Procédure devant la cour :
Par une requête et un mémoire, enregistrés le 17 juillet 2023 et le 26 décembre 2024, M. B..., représenté par Me Pressecq, demande à la cour, dans le dernier état de ses écritures :
1°) d'annuler ce jugement du tribunal administratif de La Réunion du 17 mai 2023 ;
2°) d'annuler l'arrêté du maire de Saint-Louis du 3 décembre 2019 ainsi que la décision implicite de rejet née du silence gardé par cette même autorité sur le recours gracieux formé contre cet arrêté ;
3°) d'enjoindre au maire de Saint-Louis de lui délivrer un permis de construire correspondant à sa demande déposée le 18 juillet 2019 ;
4°) de mettre à la charge de la commune de Saint-Louis une somme de 4 000 euros sur le fondement des dispositions de l'article L. 761-1 du code de justice administrative.
Il soutient que :
En ce qui concerne la régularité du jugement :
- le tribunal a méconnu les dispositions de l'article R. 741-2 du code de justice administrative en ne visant pas les pièces produites par la commune de Saint-Louis, enregistrées le 6 avril 2023, alors que les premiers juges ont statué en se fondant sur l'une de ces pièces, le constat de non-conformité du 28 août 2019 ;
- les premiers juges ont fait droit à une substitution de motif au profit de la commune, alors qu'elle n'avait pas présenté de demande en ce sens, et en omettant de solliciter ses observations ;
En ce qui concerne le bien-fondé du jugement :
- c'est à tort que le tribunal a examiné, au point 6 du jugement, une demande de substitution de motif qui n'est pas explicitement demandée par la commune de Saint-Louis ; dans son mémoire enregistré le 7 décembre 2021, celle-ci se bornait à conclure au rejet de la requête ;
- le tribunal ne pouvait faire application de la décision du Conseil d'État du 6 octobre 2021, n° 442182, en considérant que la construction existante est contraire à l'article UA 7.3 du règlement du plan local d'urbanisme alors que cette construction a été réalisée conformément au permis de construire initial du 19 juin 2015 devenu définitif ; le permis de construire modificatif en litige n'avait pas à porter sur l'ensemble des non-conformités relevées lors de la procédure de récolement des travaux ;
- le refus de permis est fondé sur un élément de construction sur lequel ne porte pas la demande de permis de construire modificatif ; l'arrêté de refus ne peut donc être considéré comme motivé et méconnait les dispositions des articles L. 211-2 et L. 211-5 du code des relations entre le public et l'administration ;
- le maire de Saint-Louis a commis une erreur de droit en retenant un motif de refus relatif à un élément de construction sur lequel ne porte pas la demande de permis de construire modificatif.

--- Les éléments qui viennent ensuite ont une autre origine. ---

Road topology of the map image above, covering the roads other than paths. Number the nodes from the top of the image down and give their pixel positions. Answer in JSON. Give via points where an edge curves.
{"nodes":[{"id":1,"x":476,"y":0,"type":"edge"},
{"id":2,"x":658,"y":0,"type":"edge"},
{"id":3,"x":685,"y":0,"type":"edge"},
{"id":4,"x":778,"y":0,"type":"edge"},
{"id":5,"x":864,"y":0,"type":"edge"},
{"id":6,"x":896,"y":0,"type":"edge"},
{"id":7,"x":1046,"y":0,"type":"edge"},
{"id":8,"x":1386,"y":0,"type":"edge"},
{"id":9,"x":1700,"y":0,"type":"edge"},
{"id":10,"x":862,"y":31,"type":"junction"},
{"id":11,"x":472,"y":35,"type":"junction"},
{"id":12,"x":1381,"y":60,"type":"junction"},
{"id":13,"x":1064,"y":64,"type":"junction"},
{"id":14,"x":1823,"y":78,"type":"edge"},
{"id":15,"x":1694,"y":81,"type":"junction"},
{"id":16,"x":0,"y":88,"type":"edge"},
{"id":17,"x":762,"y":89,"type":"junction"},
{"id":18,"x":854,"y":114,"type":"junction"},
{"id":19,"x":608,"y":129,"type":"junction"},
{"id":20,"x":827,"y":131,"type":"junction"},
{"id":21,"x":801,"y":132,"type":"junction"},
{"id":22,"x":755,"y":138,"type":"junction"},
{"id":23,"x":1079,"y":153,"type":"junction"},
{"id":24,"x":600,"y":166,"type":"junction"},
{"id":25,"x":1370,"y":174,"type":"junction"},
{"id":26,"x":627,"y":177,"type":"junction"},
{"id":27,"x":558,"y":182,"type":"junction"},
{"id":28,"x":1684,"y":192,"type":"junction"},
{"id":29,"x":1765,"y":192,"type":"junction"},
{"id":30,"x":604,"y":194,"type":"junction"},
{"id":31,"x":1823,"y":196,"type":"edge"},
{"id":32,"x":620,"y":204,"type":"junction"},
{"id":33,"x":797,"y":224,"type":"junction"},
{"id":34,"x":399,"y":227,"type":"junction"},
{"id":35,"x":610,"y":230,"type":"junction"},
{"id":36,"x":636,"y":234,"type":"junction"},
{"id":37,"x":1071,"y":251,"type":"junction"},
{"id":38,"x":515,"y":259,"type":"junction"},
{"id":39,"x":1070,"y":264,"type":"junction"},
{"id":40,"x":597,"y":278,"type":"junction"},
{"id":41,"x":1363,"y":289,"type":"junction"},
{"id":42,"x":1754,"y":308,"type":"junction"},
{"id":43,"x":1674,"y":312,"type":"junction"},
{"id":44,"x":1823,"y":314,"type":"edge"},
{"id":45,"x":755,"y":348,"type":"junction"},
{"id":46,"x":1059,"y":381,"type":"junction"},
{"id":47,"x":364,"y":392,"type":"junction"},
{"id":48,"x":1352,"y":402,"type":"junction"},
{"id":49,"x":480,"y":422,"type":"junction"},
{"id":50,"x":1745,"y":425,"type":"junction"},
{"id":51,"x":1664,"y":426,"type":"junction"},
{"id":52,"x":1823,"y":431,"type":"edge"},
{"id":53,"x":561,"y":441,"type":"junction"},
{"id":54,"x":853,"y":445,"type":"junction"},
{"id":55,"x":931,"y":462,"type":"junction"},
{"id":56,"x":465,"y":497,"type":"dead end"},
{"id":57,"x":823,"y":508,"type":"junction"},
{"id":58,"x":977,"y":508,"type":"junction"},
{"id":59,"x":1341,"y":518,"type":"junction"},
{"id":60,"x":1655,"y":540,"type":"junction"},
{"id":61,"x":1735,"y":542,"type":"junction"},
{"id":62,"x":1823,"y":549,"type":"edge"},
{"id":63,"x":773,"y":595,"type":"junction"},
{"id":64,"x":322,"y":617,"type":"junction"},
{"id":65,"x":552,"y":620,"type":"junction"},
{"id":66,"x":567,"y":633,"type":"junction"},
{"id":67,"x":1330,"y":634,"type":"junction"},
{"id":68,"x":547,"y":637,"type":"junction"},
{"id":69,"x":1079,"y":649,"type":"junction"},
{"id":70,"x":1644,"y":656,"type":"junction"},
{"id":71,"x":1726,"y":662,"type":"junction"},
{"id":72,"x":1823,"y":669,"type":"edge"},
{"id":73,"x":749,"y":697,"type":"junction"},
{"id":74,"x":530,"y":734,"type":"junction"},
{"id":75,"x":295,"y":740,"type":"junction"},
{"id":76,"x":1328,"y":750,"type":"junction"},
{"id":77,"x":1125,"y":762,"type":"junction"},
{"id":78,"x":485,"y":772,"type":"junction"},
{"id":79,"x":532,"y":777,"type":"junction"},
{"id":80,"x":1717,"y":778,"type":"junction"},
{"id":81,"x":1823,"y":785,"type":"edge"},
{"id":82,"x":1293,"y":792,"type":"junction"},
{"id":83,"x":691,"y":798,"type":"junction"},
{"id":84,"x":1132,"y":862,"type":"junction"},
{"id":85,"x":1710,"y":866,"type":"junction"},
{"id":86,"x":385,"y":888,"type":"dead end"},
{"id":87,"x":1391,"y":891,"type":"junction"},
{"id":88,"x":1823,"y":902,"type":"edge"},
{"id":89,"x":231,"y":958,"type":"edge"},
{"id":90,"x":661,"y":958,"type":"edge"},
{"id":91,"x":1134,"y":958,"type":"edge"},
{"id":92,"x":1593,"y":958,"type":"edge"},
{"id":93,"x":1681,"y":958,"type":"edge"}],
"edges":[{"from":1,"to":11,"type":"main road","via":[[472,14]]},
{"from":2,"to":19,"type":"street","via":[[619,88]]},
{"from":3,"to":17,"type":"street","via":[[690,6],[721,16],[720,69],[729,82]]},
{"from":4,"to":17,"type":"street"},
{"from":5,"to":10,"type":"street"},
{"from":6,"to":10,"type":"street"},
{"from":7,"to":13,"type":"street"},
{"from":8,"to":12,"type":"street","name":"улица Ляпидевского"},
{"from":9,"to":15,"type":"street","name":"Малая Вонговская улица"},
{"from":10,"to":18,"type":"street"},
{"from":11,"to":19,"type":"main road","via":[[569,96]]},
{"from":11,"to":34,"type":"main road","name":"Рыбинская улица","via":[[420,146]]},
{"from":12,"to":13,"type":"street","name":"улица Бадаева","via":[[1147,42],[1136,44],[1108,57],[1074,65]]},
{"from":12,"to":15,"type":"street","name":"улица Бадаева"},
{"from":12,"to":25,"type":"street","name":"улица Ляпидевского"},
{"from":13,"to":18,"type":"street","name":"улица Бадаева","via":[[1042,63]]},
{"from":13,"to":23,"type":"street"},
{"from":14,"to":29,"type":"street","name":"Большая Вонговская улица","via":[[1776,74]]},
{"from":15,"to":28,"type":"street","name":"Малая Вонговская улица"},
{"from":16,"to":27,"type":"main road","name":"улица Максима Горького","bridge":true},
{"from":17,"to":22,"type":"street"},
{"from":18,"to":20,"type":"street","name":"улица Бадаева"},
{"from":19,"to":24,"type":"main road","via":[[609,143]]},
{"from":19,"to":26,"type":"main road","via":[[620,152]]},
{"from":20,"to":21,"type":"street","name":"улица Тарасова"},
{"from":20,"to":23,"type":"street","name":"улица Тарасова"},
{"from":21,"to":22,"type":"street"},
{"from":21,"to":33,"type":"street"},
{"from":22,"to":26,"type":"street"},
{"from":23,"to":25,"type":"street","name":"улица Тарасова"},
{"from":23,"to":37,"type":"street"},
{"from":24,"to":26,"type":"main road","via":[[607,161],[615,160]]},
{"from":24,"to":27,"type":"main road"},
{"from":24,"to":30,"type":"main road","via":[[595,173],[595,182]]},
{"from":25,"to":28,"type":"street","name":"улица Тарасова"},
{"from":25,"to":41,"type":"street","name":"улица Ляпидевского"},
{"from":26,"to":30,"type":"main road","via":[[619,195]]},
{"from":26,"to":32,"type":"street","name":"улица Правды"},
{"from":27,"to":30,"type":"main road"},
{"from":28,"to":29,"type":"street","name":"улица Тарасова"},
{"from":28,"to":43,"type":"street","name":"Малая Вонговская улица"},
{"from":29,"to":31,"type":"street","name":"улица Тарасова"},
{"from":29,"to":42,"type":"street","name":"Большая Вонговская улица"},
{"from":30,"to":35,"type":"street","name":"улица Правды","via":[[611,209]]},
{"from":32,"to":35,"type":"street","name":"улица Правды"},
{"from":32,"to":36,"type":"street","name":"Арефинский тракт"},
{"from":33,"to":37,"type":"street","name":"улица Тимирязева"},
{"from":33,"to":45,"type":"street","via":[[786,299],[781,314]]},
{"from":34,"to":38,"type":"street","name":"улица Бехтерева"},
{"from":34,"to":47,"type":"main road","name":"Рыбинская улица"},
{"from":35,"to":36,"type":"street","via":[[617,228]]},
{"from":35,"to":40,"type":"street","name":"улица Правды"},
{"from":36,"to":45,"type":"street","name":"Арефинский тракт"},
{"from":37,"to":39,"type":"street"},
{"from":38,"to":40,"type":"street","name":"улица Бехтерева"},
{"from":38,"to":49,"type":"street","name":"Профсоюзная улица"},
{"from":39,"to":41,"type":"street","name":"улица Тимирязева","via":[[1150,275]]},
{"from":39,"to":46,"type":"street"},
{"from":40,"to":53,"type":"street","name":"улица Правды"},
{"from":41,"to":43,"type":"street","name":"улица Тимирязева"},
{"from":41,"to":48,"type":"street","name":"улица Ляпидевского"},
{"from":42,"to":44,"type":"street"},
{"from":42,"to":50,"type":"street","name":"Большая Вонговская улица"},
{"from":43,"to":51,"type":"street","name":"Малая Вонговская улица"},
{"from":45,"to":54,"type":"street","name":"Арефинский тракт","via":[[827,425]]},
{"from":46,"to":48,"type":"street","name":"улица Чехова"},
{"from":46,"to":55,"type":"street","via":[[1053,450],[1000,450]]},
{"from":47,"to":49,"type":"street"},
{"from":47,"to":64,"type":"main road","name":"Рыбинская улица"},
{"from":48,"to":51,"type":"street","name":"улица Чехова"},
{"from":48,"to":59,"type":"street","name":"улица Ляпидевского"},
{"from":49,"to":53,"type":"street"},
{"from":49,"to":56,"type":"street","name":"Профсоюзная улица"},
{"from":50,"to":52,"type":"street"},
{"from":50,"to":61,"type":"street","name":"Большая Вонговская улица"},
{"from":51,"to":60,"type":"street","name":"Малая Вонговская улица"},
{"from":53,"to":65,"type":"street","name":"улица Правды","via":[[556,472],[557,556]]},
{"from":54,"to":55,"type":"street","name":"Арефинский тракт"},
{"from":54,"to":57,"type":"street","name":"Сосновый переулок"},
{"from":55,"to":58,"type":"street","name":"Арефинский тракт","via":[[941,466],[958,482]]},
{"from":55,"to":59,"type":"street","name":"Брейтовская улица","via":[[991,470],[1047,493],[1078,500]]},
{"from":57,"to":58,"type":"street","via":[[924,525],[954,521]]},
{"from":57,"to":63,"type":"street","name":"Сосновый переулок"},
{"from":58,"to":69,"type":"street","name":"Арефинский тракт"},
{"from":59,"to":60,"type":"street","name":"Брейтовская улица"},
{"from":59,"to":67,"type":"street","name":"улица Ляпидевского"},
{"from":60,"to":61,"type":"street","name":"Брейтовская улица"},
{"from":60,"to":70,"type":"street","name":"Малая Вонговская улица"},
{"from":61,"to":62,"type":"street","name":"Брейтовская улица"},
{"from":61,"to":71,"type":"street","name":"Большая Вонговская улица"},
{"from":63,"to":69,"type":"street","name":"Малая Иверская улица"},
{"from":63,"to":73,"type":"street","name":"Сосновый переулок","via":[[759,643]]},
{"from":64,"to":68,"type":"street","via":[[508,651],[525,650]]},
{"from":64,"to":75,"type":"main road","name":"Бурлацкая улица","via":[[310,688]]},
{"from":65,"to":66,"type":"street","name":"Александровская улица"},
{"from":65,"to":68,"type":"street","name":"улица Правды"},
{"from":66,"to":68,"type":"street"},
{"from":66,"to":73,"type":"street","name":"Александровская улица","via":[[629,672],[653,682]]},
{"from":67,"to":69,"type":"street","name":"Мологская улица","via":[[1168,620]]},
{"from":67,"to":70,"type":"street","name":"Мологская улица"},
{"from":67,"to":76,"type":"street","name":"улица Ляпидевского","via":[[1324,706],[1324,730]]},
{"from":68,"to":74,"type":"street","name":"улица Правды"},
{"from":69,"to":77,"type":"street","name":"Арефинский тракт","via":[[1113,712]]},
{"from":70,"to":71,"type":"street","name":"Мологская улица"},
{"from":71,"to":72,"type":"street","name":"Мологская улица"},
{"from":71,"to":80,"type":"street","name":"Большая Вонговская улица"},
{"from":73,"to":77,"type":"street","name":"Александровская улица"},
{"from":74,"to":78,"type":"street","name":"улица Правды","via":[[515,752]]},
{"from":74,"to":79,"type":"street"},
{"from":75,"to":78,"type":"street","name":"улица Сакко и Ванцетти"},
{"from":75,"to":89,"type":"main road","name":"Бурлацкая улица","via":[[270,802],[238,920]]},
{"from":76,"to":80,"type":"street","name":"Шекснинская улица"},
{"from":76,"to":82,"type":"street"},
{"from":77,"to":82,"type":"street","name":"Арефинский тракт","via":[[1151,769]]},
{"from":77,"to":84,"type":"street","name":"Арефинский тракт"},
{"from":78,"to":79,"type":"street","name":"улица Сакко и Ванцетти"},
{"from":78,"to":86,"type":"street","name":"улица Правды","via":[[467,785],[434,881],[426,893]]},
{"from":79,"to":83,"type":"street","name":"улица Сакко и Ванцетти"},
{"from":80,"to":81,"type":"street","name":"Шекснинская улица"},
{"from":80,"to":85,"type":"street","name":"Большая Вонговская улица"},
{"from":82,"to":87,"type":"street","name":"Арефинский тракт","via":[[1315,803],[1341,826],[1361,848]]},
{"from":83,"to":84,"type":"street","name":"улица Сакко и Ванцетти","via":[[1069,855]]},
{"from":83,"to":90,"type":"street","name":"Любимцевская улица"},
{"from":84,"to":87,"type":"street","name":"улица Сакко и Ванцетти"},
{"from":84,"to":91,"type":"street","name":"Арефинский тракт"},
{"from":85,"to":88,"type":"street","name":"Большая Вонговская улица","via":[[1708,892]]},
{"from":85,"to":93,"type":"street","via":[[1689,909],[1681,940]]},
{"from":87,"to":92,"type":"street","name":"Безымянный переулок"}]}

Par un mémoire en défense enregistré le 17 décembre 2024, le maire de Saint-Louis, représenté par la selarl Boissy Avocats Associés, conclut au rejet de la requête et à ce qu'une somme de 2 000 euros soit mise à la charge de M. B... sur le fondement de l'article L. 761-1 du code de justice administrative.
Il soutient qu'aucun des moyens de la requête n'est fondé.
Par une ordonnance du 30 décembre 2024, la clôture d'instruction a été fixée, en dernier lieu, au 15 janvier 2015 à 12h00.
Vu les autres pièces du dossier ;
Vu :
- le code des relations entre le public et l'administration ;
- le code de l'urbanisme ;
- le code de justice administrative.
Les parties ont été régulièrement averties du jour de l'audience.
Ont été entendus au cours de l'audience publique :
- le rapport de Mme Valérie Réaut,
- les conclusions de M. Julien Dufour, rapporteur public,
- les observations de Me Hudrisier, représentant M. B...,
- et les observations de Me Dubois, représentant la commune de Saint-Louis.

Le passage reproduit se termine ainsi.